With rare public emotion, George W. Bush sat in judgment on his controversial, consequential presidency on Monday, lamenting mistakes but claiming few as his own, heatedly defending his record on disasters in Iraq and at home and offering kindly advice to a successor who won largely because the nation ached for something new.

By turns wistful, aggressive and joking in his final news conference, Bush covered a huge range of topics in summing up his eight years in the White House – the latest in a recent string of efforts to have his say before historians have theirs.

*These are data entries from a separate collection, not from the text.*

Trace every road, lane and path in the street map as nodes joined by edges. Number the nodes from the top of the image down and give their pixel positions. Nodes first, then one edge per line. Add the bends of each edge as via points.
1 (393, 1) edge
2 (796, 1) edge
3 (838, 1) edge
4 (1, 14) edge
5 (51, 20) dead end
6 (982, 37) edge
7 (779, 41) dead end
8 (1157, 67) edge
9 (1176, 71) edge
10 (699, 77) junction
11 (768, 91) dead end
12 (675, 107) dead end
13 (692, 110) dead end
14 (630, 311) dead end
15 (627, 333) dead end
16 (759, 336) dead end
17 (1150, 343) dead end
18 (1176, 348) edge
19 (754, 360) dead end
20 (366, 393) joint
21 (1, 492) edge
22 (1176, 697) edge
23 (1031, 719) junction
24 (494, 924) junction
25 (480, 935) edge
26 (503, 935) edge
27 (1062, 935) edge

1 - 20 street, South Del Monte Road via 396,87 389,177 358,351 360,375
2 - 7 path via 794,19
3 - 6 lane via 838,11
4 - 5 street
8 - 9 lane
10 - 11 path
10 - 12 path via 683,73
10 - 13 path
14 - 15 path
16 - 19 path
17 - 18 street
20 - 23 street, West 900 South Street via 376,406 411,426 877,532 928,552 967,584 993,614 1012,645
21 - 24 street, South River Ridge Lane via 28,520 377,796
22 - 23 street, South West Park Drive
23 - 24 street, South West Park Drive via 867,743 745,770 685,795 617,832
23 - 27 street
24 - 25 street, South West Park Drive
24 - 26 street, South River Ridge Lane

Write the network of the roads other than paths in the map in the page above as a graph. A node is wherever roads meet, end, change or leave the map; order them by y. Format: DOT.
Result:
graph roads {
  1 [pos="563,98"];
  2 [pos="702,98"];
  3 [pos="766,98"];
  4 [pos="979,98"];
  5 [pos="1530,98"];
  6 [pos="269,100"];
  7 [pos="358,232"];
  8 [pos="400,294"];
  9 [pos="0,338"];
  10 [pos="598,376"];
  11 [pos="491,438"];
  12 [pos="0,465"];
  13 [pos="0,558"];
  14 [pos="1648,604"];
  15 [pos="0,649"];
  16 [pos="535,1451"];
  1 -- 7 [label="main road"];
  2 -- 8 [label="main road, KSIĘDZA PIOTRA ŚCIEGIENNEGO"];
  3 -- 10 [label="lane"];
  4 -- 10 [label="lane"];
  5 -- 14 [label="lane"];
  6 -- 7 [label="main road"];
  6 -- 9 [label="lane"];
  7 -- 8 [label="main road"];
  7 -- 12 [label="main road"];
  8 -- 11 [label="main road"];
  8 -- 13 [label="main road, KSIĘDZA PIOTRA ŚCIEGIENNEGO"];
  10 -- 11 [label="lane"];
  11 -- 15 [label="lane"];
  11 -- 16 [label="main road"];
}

The WSJ employed noticeably fewer adjectives in its lead (I’ve added [ ] where adjectives might have been used/where other news accounts used them):

[ ] President George W. Bush called a surprise farewell news conference Monday to give an [ ] accounting of his [ ] time in office, making new concessions to his critics while offering sometimes-emotional defenses of his [ ] handling of Iraq, Hurricane Katrina and the war against terrorism.

And, the NYT:

President Bush held what he called “the ultimate exit interview” on Monday, using the final news conference of his presidency to dispute the idea that the nation’s “moral standing has been damaged” by his actions and to warn President-elect Barack Obama that, despite the turbulence in the economy, his most urgent priority must be fighting “an enemy that would like to attack America and Americans again.”

Looking back over the long arc of his turbulent presidency, Mr. Bush was by turns impassioned and defiant, reflective and light-hearted, even as he conceded that some things “didn’t go according to plan.” He confessed a litany of mistakes, refused to talk about pardons, cautioned the Republican Party to be inclusive and wondered aloud what it would feel like to make coffee for his wife, Laura, at their ranch in Crawford, Tex., on the morning after Mr. Obama takes his place.

A gripe: each of the above accounts mentions Katrina in the lead (by name or obvious reference) and devotes multiple paragraphs to Bush’s responses to Katrina-related questions — which, to me, represented some of the more telling/frustrating/memorable moments of yesterday’s press conference (“Don’t tell me the federal response was slow…,” etc.) — while “Katrina” first appears in the Times‘s account toward the very end of the piece and is handled in just two sentences.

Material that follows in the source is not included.